[Data entries]
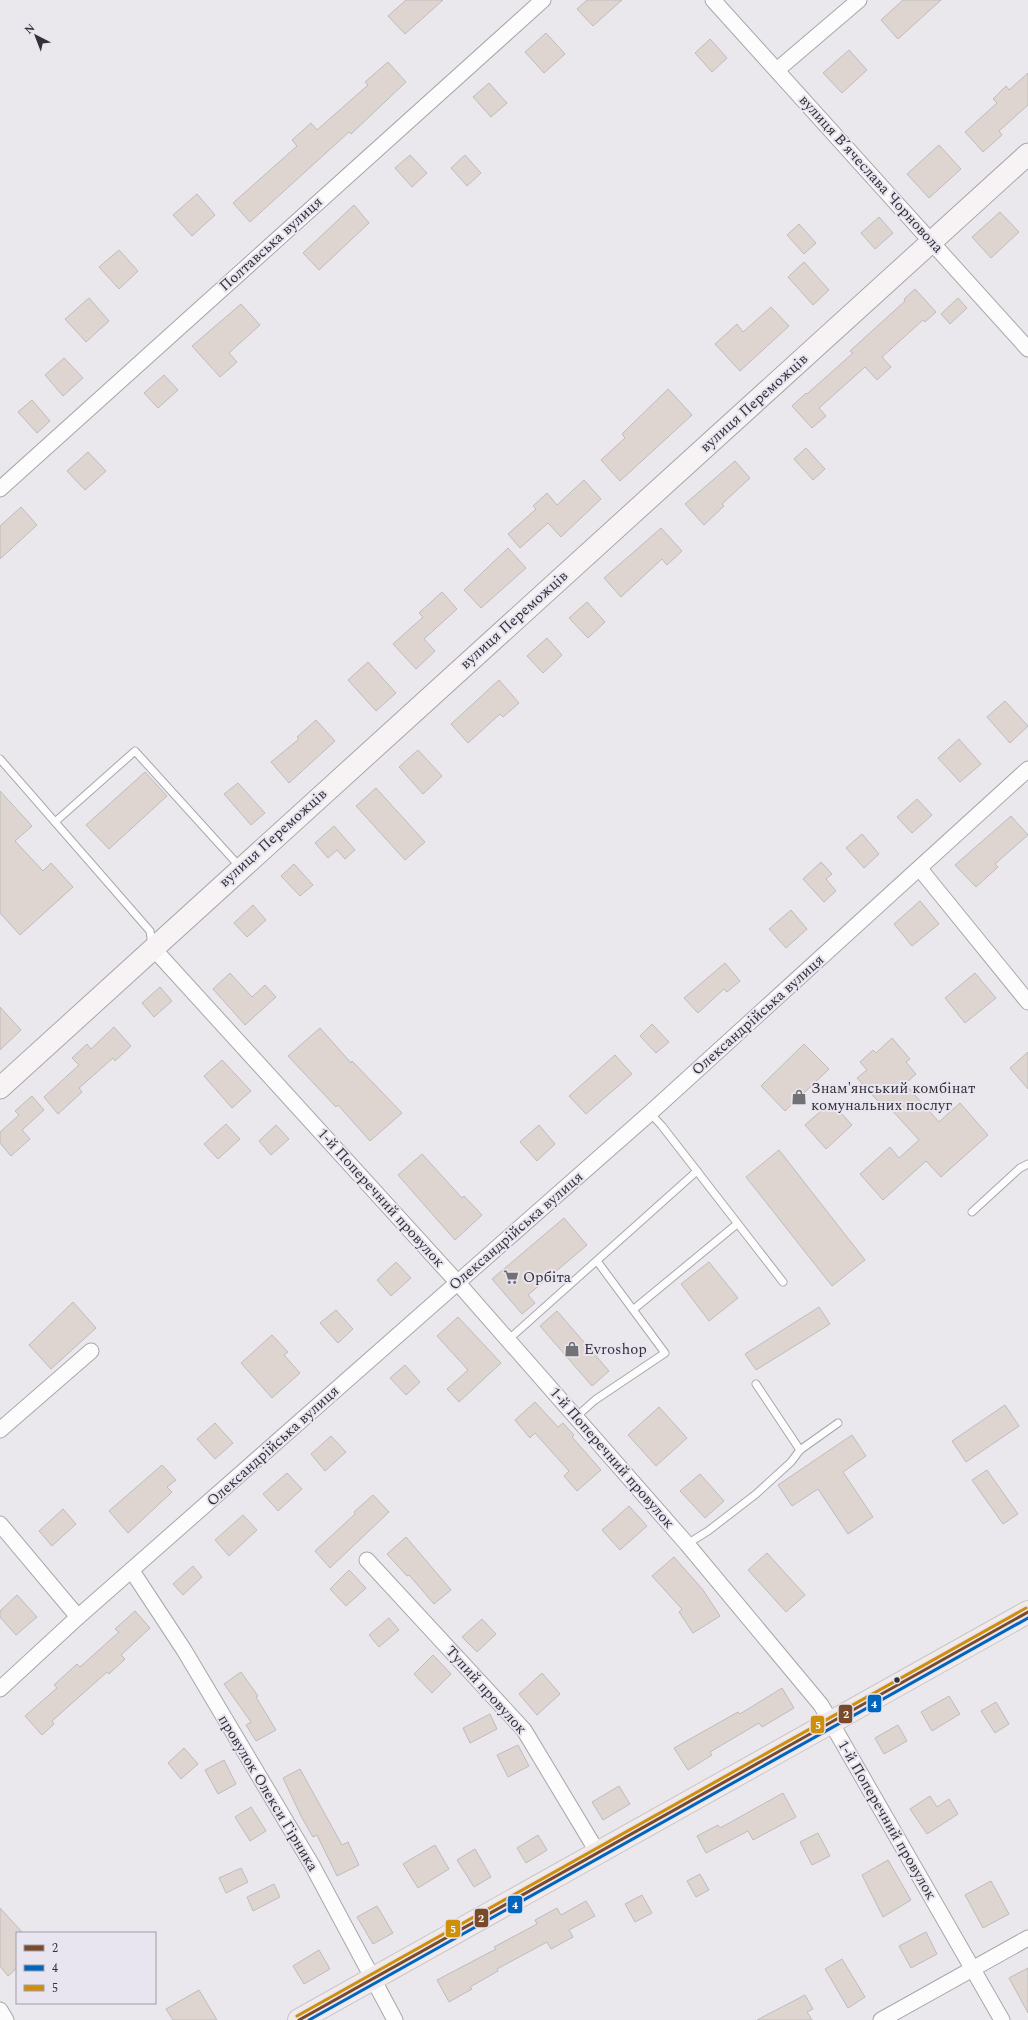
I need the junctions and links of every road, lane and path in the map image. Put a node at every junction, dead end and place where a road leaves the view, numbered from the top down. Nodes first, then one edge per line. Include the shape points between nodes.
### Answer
1 (542, 0) edge
2 (713, 0) edge
3 (859, 0) edge
4 (777, 70) junction
5 (1028, 154) edge
6 (931, 242) junction
7 (1028, 349) edge
8 (0, 489) edge
9 (0, 759) edge
10 (1028, 769) edge
11 (55, 822) junction
12 (240, 868) junction
13 (920, 869) junction
14 (152, 948) junction
15 (1028, 1002) edge
16 (0, 1088) edge
17 (650, 1113) junction
18 (1028, 1164) edge
19 (697, 1172) junction
20 (972, 1212) dead end
21 (737, 1224) junction
22 (597, 1261) junction
23 (783, 1282) dead end
24 (458, 1283) junction
25 (634, 1310) junction
26 (508, 1340) junction
27 (91, 1351) dead end
28 (756, 1384) dead end
29 (576, 1417) junction
30 (838, 1423) dead end
31 (0, 1430) edge
32 (800, 1450) junction
33 (0, 1524) edge
34 (687, 1544) junction
35 (367, 1560) dead end
36 (132, 1571) junction
37 (1028, 1612) edge
38 (78, 1618) junction
39 (0, 1689) edge
40 (831, 1722) junction
41 (598, 1853) junction
42 (1028, 1938) edge
43 (972, 1969) junction
44 (372, 1979) junction
45 (0, 2010) edge
46 (6, 2020) edge
47 (299, 2020) edge
48 (395, 2020) edge
49 (881, 2020) edge
50 (1002, 2020) edge

1 - 8 street, Полтавська вулиця
2 - 4 street, вулиця Вʼячеслава Чорновола
3 - 4 street
4 - 6 street, вулиця Вʼячеслава Чорновола
5 - 6 street, вулиця Переможців
6 - 7 street, вулиця Вʼячеслава Чорновола
6 - 12 street, вулиця Переможців
9 - 11 lane
10 - 13 street, Олександрійська вулиця
11 - 12 lane via 135,751
11 - 14 lane via 150,931
12 - 14 street, вулиця Переможців
13 - 15 street
13 - 17 street, Олександрійська вулиця
14 - 16 street, вулиця Переможців
14 - 24 street, 1-й Поперечний провулок
17 - 19 lane
17 - 24 street, Олександрійська вулиця
18 - 20 lane via 1020,1168
19 - 21 lane
19 - 22 lane
21 - 23 lane
21 - 25 lane
22 - 25 lane
22 - 26 lane
24 - 26 street, 1-й Поперечний провулок
24 - 36 street, Олександрійська вулиця
25 - 29 lane via 665,1353 595,1400
26 - 29 street, 1-й Поперечний провулок
27 - 31 street
28 - 32 lane
29 - 34 street, 1-й Поперечний провулок
30 - 32 lane
32 - 34 lane via 791,1462 756,1494
33 - 38 street
34 - 40 street, 1-й Поперечний провулок via 821,1705
35 - 41 street, Тупий провулок via 524,1730
36 - 38 street, Олександрійська вулиця
36 - 44 street, провулок Олекси Гірника via 184,1650 312,1866
37 - 40 main road
38 - 39 street, Олександрійська вулиця
40 - 41 main road
40 - 43 street, 1-й Поперечний провулок
41 - 44 main road
42 - 43 street
43 - 49 street
43 - 50 street, 1-й Поперечний провулок
44 - 47 main road
44 - 48 street, провулок Олекси Гірника
45 - 46 street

## Task to complete
Exact copy, no pictures: please print every record above as written.

## Result below
I need the junctions and links of every road, lane and path in the map image. Put a node at every junction, dead end and place where a road leaves the view, numbered from the top down. Nodes first, then one edge per line. Include the shape points between nodes.
### Answer
1 (542, 0) edge
2 (713, 0) edge
3 (859, 0) edge
4 (777, 70) junction
5 (1028, 154) edge
6 (931, 242) junction
7 (1028, 349) edge
8 (0, 489) edge
9 (0, 759) edge
10 (1028, 769) edge
11 (55, 822) junction
12 (240, 868) junction
13 (920, 869) junction
14 (152, 948) junction
15 (1028, 1002) edge
16 (0, 1088) edge
17 (650, 1113) junction
18 (1028, 1164) edge
19 (697, 1172) junction
20 (972, 1212) dead end
21 (737, 1224) junction
22 (597, 1261) junction
23 (783, 1282) dead end
24 (458, 1283) junction
25 (634, 1310) junction
26 (508, 1340) junction
27 (91, 1351) dead end
28 (756, 1384) dead end
29 (576, 1417) junction
30 (838, 1423) dead end
31 (0, 1430) edge
32 (800, 1450) junction
33 (0, 1524) edge
34 (687, 1544) junction
35 (367, 1560) dead end
36 (132, 1571) junction
37 (1028, 1612) edge
38 (78, 1618) junction
39 (0, 1689) edge
40 (831, 1722) junction
41 (598, 1853) junction
42 (1028, 1938) edge
43 (972, 1969) junction
44 (372, 1979) junction
45 (0, 2010) edge
46 (6, 2020) edge
47 (299, 2020) edge
48 (395, 2020) edge
49 (881, 2020) edge
50 (1002, 2020) edge

1 - 8 street, Полтавська вулиця
2 - 4 street, вулиця Вʼячеслава Чорновола
3 - 4 street
4 - 6 street, вулиця Вʼячеслава Чорновола
5 - 6 street, вулиця Переможців
6 - 7 street, вулиця Вʼячеслава Чорновола
6 - 12 street, вулиця Переможців
9 - 11 lane
10 - 13 street, Олександрійська вулиця
11 - 12 lane via 135,751
11 - 14 lane via 150,931
12 - 14 street, вулиця Переможців
13 - 15 street
13 - 17 street, Олександрійська вулиця
14 - 16 street, вулиця Переможців
14 - 24 street, 1-й Поперечний провулок
17 - 19 lane
17 - 24 street, Олександрійська вулиця
18 - 20 lane via 1020,1168
19 - 21 lane
19 - 22 lane
21 - 23 lane
21 - 25 lane
22 - 25 lane
22 - 26 lane
24 - 26 street, 1-й Поперечний провулок
24 - 36 street, Олександрійська вулиця
25 - 29 lane via 665,1353 595,1400
26 - 29 street, 1-й Поперечний провулок
27 - 31 street
28 - 32 lane
29 - 34 street, 1-й Поперечний провулок
30 - 32 lane
32 - 34 lane via 791,1462 756,1494
33 - 38 street
34 - 40 street, 1-й Поперечний провулок via 821,1705
35 - 41 street, Тупий провулок via 524,1730
36 - 38 street, Олександрійська вулиця
36 - 44 street, провулок Олекси Гірника via 184,1650 312,1866
37 - 40 main road
38 - 39 street, Олександрійська вулиця
40 - 41 main road
40 - 43 street, 1-й Поперечний провулок
41 - 44 main road
42 - 43 street
43 - 49 street
43 - 50 street, 1-й Поперечний провулок
44 - 47 main road
44 - 48 street, провулок Олекси Гірника
45 - 46 street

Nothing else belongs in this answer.